## What you are asked to do
Find "thumb mcp: (607, 281)" and "thumb ip: (305, 231)" in the records below. Copy the lines holding them and every line between, exactly, and no others.

Keypoint text descriptions

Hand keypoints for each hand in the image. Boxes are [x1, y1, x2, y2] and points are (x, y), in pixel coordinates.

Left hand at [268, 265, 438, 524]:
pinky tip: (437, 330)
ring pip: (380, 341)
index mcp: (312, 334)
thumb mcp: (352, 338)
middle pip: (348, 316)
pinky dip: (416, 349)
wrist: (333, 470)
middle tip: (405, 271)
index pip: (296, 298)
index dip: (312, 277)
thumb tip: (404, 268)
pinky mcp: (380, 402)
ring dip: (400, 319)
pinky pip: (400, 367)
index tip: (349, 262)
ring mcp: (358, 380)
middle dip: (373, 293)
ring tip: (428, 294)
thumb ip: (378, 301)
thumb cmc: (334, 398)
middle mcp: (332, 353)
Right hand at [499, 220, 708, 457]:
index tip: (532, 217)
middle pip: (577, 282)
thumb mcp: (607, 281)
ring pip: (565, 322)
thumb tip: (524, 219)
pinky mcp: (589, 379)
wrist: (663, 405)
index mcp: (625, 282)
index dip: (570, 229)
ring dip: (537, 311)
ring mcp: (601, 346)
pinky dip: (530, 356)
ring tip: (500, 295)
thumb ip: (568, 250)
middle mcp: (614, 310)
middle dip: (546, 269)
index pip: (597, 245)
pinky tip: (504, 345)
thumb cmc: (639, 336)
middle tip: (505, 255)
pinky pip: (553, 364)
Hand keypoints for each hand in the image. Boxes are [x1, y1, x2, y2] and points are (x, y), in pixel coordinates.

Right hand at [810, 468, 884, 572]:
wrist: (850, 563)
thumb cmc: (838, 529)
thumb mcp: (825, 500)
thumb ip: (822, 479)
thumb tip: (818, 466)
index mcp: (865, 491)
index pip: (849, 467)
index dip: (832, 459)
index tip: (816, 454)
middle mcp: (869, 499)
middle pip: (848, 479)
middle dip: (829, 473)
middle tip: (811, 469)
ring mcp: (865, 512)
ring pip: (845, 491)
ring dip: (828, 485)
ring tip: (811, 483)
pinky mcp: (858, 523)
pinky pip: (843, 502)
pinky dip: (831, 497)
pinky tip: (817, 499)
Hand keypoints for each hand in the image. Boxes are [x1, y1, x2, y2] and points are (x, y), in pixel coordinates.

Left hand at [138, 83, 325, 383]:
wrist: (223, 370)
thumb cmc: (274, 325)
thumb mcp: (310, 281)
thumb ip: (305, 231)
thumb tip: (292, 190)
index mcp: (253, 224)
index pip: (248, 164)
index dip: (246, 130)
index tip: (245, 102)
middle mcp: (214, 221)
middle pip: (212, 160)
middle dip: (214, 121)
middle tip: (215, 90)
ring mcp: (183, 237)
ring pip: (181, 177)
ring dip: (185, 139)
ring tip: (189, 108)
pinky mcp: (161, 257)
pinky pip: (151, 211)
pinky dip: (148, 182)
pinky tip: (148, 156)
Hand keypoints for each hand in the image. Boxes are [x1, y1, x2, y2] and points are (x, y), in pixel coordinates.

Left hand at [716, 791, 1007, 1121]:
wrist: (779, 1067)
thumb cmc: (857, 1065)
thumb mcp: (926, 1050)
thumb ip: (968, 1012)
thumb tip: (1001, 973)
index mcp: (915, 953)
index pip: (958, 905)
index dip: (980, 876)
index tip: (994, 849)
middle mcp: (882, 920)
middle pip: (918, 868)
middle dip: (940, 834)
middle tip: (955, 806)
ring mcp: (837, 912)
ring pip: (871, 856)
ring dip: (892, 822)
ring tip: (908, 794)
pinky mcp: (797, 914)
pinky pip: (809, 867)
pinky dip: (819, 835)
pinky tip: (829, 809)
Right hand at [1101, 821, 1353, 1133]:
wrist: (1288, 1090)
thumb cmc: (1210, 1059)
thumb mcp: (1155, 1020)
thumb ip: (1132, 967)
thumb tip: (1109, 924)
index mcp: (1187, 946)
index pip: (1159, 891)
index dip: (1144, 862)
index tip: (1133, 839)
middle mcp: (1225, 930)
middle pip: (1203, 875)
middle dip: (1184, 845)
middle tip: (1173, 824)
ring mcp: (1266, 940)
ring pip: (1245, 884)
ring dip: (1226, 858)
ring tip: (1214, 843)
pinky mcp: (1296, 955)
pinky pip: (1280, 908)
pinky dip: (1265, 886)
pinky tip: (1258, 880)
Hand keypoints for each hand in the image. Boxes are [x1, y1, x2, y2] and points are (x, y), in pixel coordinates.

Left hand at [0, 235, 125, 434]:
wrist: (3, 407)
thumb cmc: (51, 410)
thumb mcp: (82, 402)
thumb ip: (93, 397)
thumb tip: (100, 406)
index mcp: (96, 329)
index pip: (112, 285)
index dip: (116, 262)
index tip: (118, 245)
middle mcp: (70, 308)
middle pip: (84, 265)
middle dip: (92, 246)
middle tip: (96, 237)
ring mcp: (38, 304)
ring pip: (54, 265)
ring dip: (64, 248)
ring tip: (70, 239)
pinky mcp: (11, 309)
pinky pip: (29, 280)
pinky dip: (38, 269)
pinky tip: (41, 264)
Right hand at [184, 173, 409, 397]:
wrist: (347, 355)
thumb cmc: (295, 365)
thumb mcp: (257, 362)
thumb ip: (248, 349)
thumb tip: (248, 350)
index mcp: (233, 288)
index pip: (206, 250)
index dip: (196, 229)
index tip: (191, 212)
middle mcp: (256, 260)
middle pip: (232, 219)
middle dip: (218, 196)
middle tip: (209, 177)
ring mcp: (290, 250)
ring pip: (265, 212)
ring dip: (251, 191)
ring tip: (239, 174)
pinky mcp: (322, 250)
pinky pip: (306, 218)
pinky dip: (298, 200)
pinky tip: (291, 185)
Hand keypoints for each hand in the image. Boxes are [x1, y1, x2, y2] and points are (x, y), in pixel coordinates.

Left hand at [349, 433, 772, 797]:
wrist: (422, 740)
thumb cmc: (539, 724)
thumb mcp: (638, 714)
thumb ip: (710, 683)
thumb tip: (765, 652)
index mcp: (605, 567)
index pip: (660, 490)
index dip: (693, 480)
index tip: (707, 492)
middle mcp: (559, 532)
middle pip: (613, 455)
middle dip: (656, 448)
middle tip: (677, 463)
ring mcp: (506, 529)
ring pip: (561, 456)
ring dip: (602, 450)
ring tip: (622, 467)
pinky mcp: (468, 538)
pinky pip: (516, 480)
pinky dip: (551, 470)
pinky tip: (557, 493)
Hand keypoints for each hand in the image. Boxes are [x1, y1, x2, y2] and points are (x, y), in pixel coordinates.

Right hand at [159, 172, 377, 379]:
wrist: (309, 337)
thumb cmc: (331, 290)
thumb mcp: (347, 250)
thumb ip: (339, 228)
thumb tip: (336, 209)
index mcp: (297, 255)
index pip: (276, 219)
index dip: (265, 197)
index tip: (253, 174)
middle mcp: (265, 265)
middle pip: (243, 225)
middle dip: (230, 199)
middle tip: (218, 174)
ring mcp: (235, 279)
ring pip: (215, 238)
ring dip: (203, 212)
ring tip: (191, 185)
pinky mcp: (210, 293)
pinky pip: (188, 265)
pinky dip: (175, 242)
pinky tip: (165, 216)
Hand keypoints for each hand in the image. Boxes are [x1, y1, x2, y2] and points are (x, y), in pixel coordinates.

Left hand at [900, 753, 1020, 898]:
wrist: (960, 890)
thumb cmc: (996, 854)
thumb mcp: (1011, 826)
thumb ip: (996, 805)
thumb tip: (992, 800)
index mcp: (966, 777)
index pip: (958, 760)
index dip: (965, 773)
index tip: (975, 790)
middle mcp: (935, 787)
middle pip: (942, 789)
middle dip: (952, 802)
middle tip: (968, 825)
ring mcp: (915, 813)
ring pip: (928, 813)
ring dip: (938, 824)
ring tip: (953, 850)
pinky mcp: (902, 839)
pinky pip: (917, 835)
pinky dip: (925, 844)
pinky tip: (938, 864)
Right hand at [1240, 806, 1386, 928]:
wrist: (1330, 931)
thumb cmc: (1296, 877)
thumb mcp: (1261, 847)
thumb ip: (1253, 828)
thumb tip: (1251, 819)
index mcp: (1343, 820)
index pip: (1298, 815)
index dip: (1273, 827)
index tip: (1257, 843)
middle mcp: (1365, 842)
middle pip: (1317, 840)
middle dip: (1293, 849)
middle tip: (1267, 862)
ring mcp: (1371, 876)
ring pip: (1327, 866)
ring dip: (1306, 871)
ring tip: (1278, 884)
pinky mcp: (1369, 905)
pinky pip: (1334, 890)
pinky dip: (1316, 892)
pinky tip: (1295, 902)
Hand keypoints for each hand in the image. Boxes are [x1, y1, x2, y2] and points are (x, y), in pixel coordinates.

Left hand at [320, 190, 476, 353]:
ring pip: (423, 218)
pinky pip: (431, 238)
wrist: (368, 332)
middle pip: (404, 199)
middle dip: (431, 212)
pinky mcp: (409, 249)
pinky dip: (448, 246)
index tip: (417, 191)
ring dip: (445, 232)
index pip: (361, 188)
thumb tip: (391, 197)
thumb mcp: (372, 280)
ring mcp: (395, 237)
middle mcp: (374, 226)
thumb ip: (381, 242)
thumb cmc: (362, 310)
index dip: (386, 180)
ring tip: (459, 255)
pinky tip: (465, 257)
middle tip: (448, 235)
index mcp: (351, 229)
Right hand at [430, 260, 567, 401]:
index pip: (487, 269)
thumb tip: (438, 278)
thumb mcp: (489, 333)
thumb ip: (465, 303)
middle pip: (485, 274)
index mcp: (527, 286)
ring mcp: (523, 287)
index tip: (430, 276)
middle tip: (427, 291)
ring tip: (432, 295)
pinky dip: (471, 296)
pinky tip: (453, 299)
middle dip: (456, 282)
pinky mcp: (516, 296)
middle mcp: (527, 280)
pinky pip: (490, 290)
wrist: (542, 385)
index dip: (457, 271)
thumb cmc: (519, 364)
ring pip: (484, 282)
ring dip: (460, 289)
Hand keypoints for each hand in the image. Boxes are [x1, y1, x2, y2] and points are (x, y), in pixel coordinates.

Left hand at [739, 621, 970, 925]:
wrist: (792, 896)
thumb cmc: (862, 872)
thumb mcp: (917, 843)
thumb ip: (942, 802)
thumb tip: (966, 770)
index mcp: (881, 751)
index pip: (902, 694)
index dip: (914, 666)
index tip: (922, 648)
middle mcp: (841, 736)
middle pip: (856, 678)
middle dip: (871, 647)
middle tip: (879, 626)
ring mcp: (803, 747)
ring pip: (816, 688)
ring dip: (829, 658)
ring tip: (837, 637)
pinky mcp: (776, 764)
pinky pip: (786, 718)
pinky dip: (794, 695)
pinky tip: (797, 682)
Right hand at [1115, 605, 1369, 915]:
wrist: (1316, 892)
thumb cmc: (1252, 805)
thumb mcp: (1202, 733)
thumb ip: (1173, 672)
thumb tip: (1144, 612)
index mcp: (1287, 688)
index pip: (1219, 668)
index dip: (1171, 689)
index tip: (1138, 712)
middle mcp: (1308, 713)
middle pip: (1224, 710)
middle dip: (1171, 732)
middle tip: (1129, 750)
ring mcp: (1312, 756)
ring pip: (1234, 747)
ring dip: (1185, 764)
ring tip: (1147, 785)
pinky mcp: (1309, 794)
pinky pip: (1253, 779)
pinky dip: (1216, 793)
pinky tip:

## Output of the task
thumb mcp: (607, 281)
ring pip: (565, 322)
thumb tip: (524, 219)
pinky mcp: (589, 379)
wrist: (663, 405)
index mcp: (625, 282)
index dip: (570, 229)
ring dip: (537, 311)
ring mcp: (601, 346)
pinky dip: (530, 356)
ring tip: (500, 295)
thumb ip: (568, 250)
middle mcp: (614, 310)
middle dip: (546, 269)
index pip: (597, 245)
pinky tip: (504, 345)
thumb cmc: (639, 336)
middle tip: (505, 255)
pinky pip: (553, 364)
Hand keypoints for each hand in the image. Boxes are [x1, y1, x2, y2] and points are (x, y), in pixel coordinates.

Right hand at [810, 468, 884, 572]:
wrist: (850, 563)
thumb cmc: (838, 529)
thumb mcp: (825, 500)
thumb ip: (822, 479)
thumb tip: (818, 466)
index mcp: (865, 491)
index pip: (849, 467)
index dip: (832, 459)
index tip: (816, 454)
middle mcp: (869, 499)
middle pip: (848, 479)
middle dip: (829, 473)
middle tip: (811, 469)
ring mcp: (865, 512)
ring pip: (845, 491)
ring dip: (828, 485)
ring tip: (811, 483)
pinky mcp: (858, 523)
pinky pip: (843, 502)
pinky dip: (831, 497)
pinky tip: (817, 499)
Hand keypoints for each hand in the image. Boxes are [x1, y1, x2, y2] and points are (x, y), in pixel coordinates.

Left hand at [138, 83, 325, 383]:
wrist: (223, 370)
thumb cmc: (274, 325)
thumb mcp: (310, 281)
thumb ip: (305, 231)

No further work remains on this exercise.